> [WHAT YOU NEED TO DO] Could you repeat the listing below exactly while leaving its pictures behind?

> [INFORMATION GIVEN]
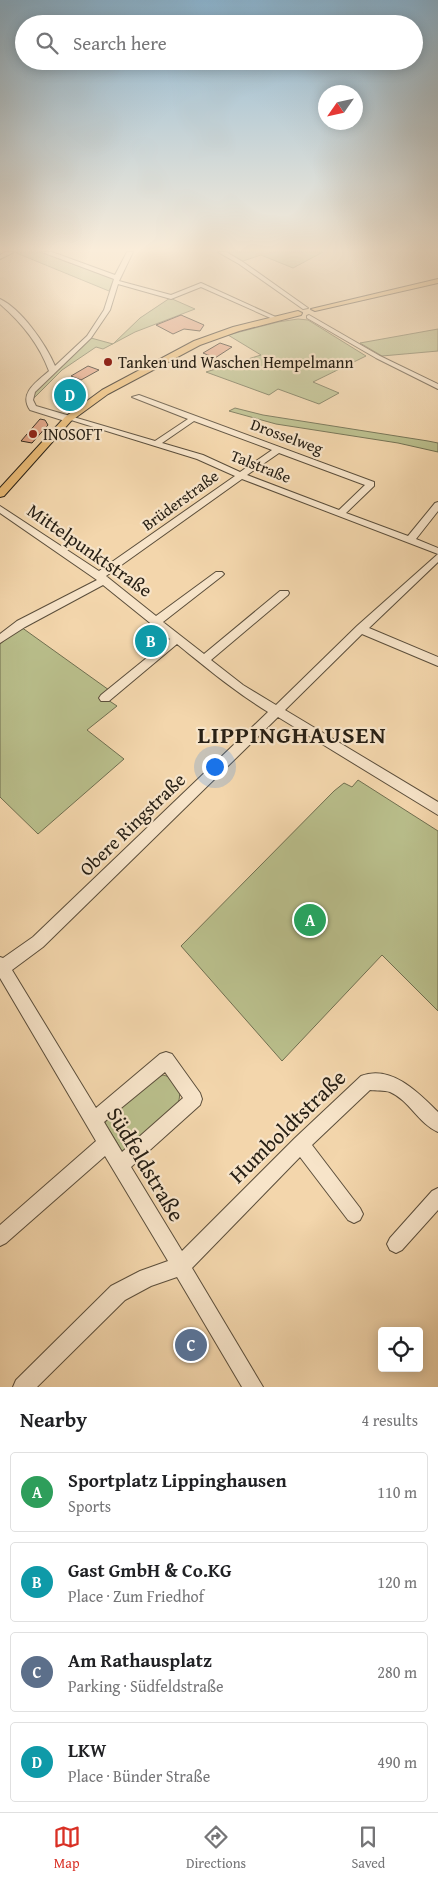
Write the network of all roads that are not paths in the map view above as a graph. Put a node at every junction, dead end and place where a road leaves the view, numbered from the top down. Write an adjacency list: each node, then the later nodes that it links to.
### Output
1 (19, 317): 7 (street)
2 (103, 317): 8 (street)
3 (272, 317): 6 (street)
4 (287, 317): 6 (main road)
5 (314, 317): 10 (street)
6 (277, 319): 12 (main road)
7 (50, 360): 8 (street); 9 (street)
8 (62, 362): 9 (street)
9 (53, 371): 12 (street, Talstraße)
10 (438, 387)
11 (136, 397): 13 (street, Drosselweg)
12 (68, 418): 14 (street, Talstraße); 17 (main road)
13 (194, 418): 14 (street); 15 (street, Drosselweg)
14 (156, 443): 16 (street, Talstraße)
15 (278, 449): 16 (street, Brüderstraße); 20 (street, Drosselweg)
16 (241, 476): 20 (street, Talstraße); 25 (street, Brüderstraße)
17 (0, 494)
18 (438, 504): 21 (street)
19 (0, 509): 25 (street, Mittelpunktstraße)
20 (340, 514): 21 (street, Talstraße)
21 (410, 540): 22 (street, Talstraße)
22 (438, 551)
23 (438, 557): 28 (street, Obere Ringstraße)
24 (219, 574): 27 (street, Mittelpunktstraße)
25 (102, 578): 27 (street, Mittelpunktstraße); 29 (street, Brüderstraße)
26 (284, 593): 31 (street)
27 (157, 621): 30 (street, Mittelpunktstraße)
28 (361, 628): 32 (street); 34 (street, Obere Ringstraße)
29 (0, 639)
30 (177, 639): 31 (street, Mittelpunktstraße); 33 (street)
31 (203, 661): 34 (street, Mittelpunktstraße)
32 (438, 662)
33 (105, 698)
34 (277, 712): 35 (street, Mittelpunktstraße); 36 (street, Obere Ringstraße)
35 (438, 809)
36 (1, 967): 37 (street, Südfeldstraße)
37 (93, 1121): 39 (street, Südfeldstraße); 41 (street)
38 (438, 1124): 40 (street, Humboldtstraße)
39 (107, 1144): 41 (street, Südfeldstraße); 44 (street)
40 (301, 1144): 43 (street); 46 (street, Humboldtstraße)
41 (120, 1165): 46 (street, Südfeldstraße)
42 (438, 1197): 45 (street)
43 (354, 1214)
44 (0, 1237)
45 (396, 1244)
46 (181, 1266): 47 (street); 48 (street, Südfeldstraße)
47 (23, 1387)
48 (253, 1387)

> [WRITTEN SOLUTION]
Write the network of all roads that are not paths in the map view above as a graph. Put a node at every junction, dead end and place where a road leaves the view, numbered from the top down. Write an adjacency list: each node, then the later nodes that it links to.
### Output
1 (19, 317): 7 (street)
2 (103, 317): 8 (street)
3 (272, 317): 6 (street)
4 (287, 317): 6 (main road)
5 (314, 317): 10 (street)
6 (277, 319): 12 (main road)
7 (50, 360): 8 (street); 9 (street)
8 (62, 362): 9 (street)
9 (53, 371): 12 (street, Talstraße)
10 (438, 387)
11 (136, 397): 13 (street, Drosselweg)
12 (68, 418): 14 (street, Talstraße); 17 (main road)
13 (194, 418): 14 (street); 15 (street, Drosselweg)
14 (156, 443): 16 (street, Talstraße)
15 (278, 449): 16 (street, Brüderstraße); 20 (street, Drosselweg)
16 (241, 476): 20 (street, Talstraße); 25 (street, Brüderstraße)
17 (0, 494)
18 (438, 504): 21 (street)
19 (0, 509): 25 (street, Mittelpunktstraße)
20 (340, 514): 21 (street, Talstraße)
21 (410, 540): 22 (street, Talstraße)
22 (438, 551)
23 (438, 557): 28 (street, Obere Ringstraße)
24 (219, 574): 27 (street, Mittelpunktstraße)
25 (102, 578): 27 (street, Mittelpunktstraße); 29 (street, Brüderstraße)
26 (284, 593): 31 (street)
27 (157, 621): 30 (street, Mittelpunktstraße)
28 (361, 628): 32 (street); 34 (street, Obere Ringstraße)
29 (0, 639)
30 (177, 639): 31 (street, Mittelpunktstraße); 33 (street)
31 (203, 661): 34 (street, Mittelpunktstraße)
32 (438, 662)
33 (105, 698)
34 (277, 712): 35 (street, Mittelpunktstraße); 36 (street, Obere Ringstraße)
35 (438, 809)
36 (1, 967): 37 (street, Südfeldstraße)
37 (93, 1121): 39 (street, Südfeldstraße); 41 (street)
38 (438, 1124): 40 (street, Humboldtstraße)
39 (107, 1144): 41 (street, Südfeldstraße); 44 (street)
40 (301, 1144): 43 (street); 46 (street, Humboldtstraße)
41 (120, 1165): 46 (street, Südfeldstraße)
42 (438, 1197): 45 (street)
43 (354, 1214)
44 (0, 1237)
45 (396, 1244)
46 (181, 1266): 47 (street); 48 (street, Südfeldstraße)
47 (23, 1387)
48 (253, 1387)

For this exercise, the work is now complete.